The downturn of 1937-38 was preceded by large wage hikes that pushed wages well above their NIRA levels, following the Supreme Court's 1937 decision that upheld the constitutionality of the National Labor Relations Act. These wage hikes led to further job loss, particularly in manufacturing. The "recession in a depression" thus was not the result of a reversal of New Deal policies, as argued by some, but rather a deepening of New Deal polices that raised wages even further above their competitive levels, and which further prevented the normal forces of supply and demand from restoring full employment. Our research indicates that New Deal labor and industrial policies prolonged the Depression by seven years.

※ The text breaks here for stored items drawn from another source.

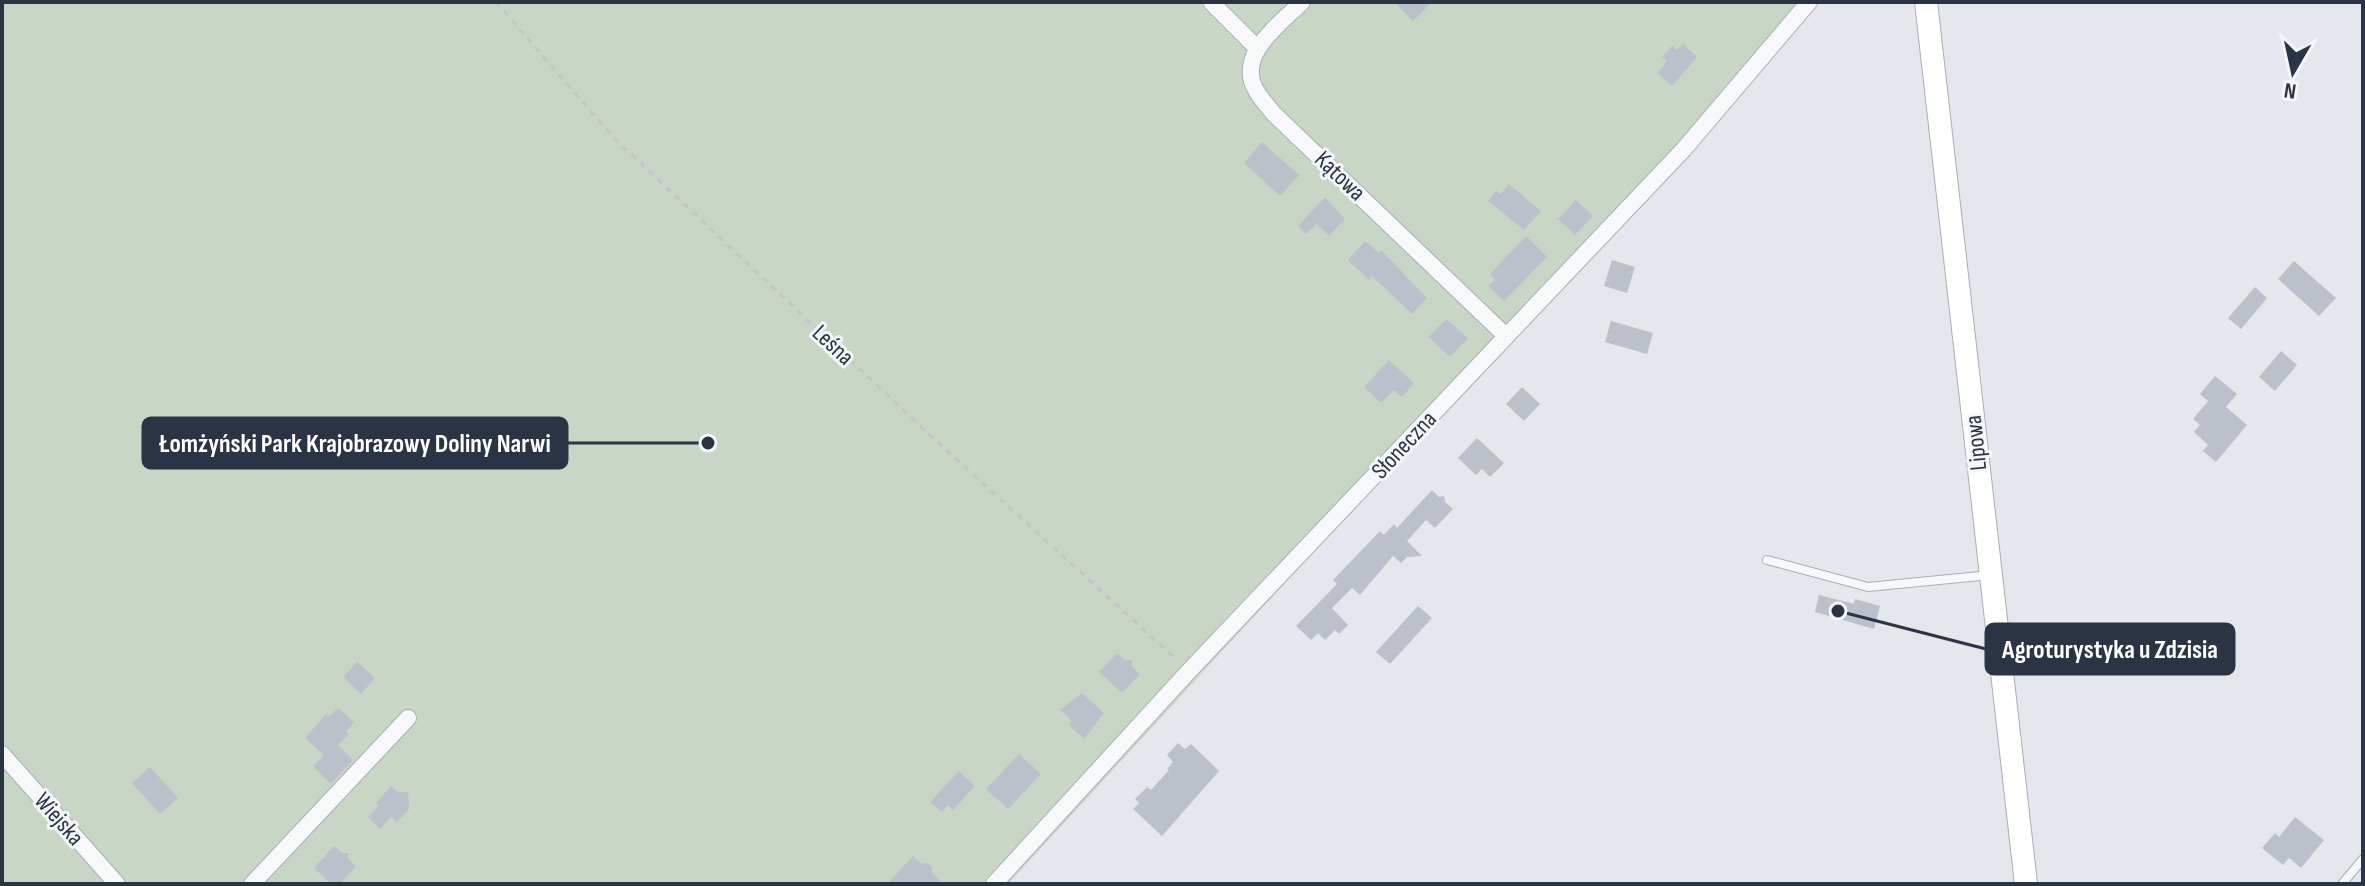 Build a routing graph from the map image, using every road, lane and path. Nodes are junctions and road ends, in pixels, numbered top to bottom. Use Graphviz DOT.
graph roads {
  1 [pos="496,2"];
  2 [pos="1211,2"];
  3 [pos="1302,2"];
  4 [pos="1809,2"];
  5 [pos="1926,2"];
  6 [pos="1257,48"];
  7 [pos="1505,335"];
  8 [pos="1767,560"];
  9 [pos="1991,575"];
  10 [pos="1189,671"];
  11 [pos="408,718"];
  12 [pos="2,754"];
  13 [pos="2363,859"];
  14 [pos="117,884"];
  15 [pos="252,884"];
  16 [pos="994,884"];
  17 [pos="2026,884"];
  18 [pos="2342,884"];
  1 -- 10 [label="path, Leśna"];
  2 -- 6 [label="street"];
  3 -- 6 [label="street"];
  4 -- 7 [label="street, Słoneczna"];
  5 -- 9 [label="main road, Lipowa"];
  6 -- 7 [label="street, Kątowa"];
  7 -- 10 [label="street, Słoneczna"];
  8 -- 9 [label="lane"];
  9 -- 17 [label="main road, Lipowa"];
  10 -- 16 [label="street, Słoneczna"];
  11 -- 15 [label="street"];
  12 -- 14 [label="street, Wiejska"];
  13 -- 18 [label="lane"];
}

By the late 1930s, New Deal policies did begin to reverse, which coincided with the beginning of the recovery. In a 1938 speech, FDR acknowledged that the American economy had become a "concealed cartel system like Europe," which led the Justice Department to reinitiate antitrust prosecution. And union bargaining power was significantly reduced, first by the Supreme Court's ruling that the sit-down strike was illegal, and further reduced during World War II by the National War Labor Board (NWLB), in which large union wage settlements were limited by the NWLB to cost-of-living increases. The wartime economic boom reflected not only the enormous resource drain of military spending, but also the erosion of New Deal labor and industrial policies.

By 1947, through a combination of NWLB wage restrictions and rapid productivity growth, we have calculated that the large gap between manufacturing wages and productivity that emerged during the New Deal had nearly been eliminated. And since that time, wages have never approached the severely distorted levels that prevailed under the New Deal, nor has the country suffered from such abysmally low employment.

The main lesson we have learned from the New Deal is that wholesale government intervention can -- and does -- deliver the most unintended of consequences. This was true in the 1930s, when artificially high wages and prices kept us depressed for more than a decade, it was true in the 1970s when price controls were used to combat inflation but just produced shortages. It is true today, when poorly designed regulation produced a banking system that took on too much risk.

President Barack Obama and Congress have a great opportunity to produce reforms that do return Americans to work, and that provide a foundation for sustained long-run economic growth and the opportunity for all Americans to succeed. These reforms should include very specific plans that update banking regulations and address a manufacturing sector in which several large industries -- including autos and steel -- are no longer internationally competitive. Tax reform that broadens rather than narrows the tax base and that increases incentives to work, save and invest is also needed. We must also confront an educational system that fails many of its constituents. A large fiscal stimulus plan that doesn't directly address the specific impediments that our economy faces is unlikely to achieve either the country's short-term or long-term goals.

Mr. Cole is professor of economics at the University of Pennsylvania. Mr. Ohanian is professor of economics and director of the Ettinger Family Program in Macroeconomic Research at UCLA.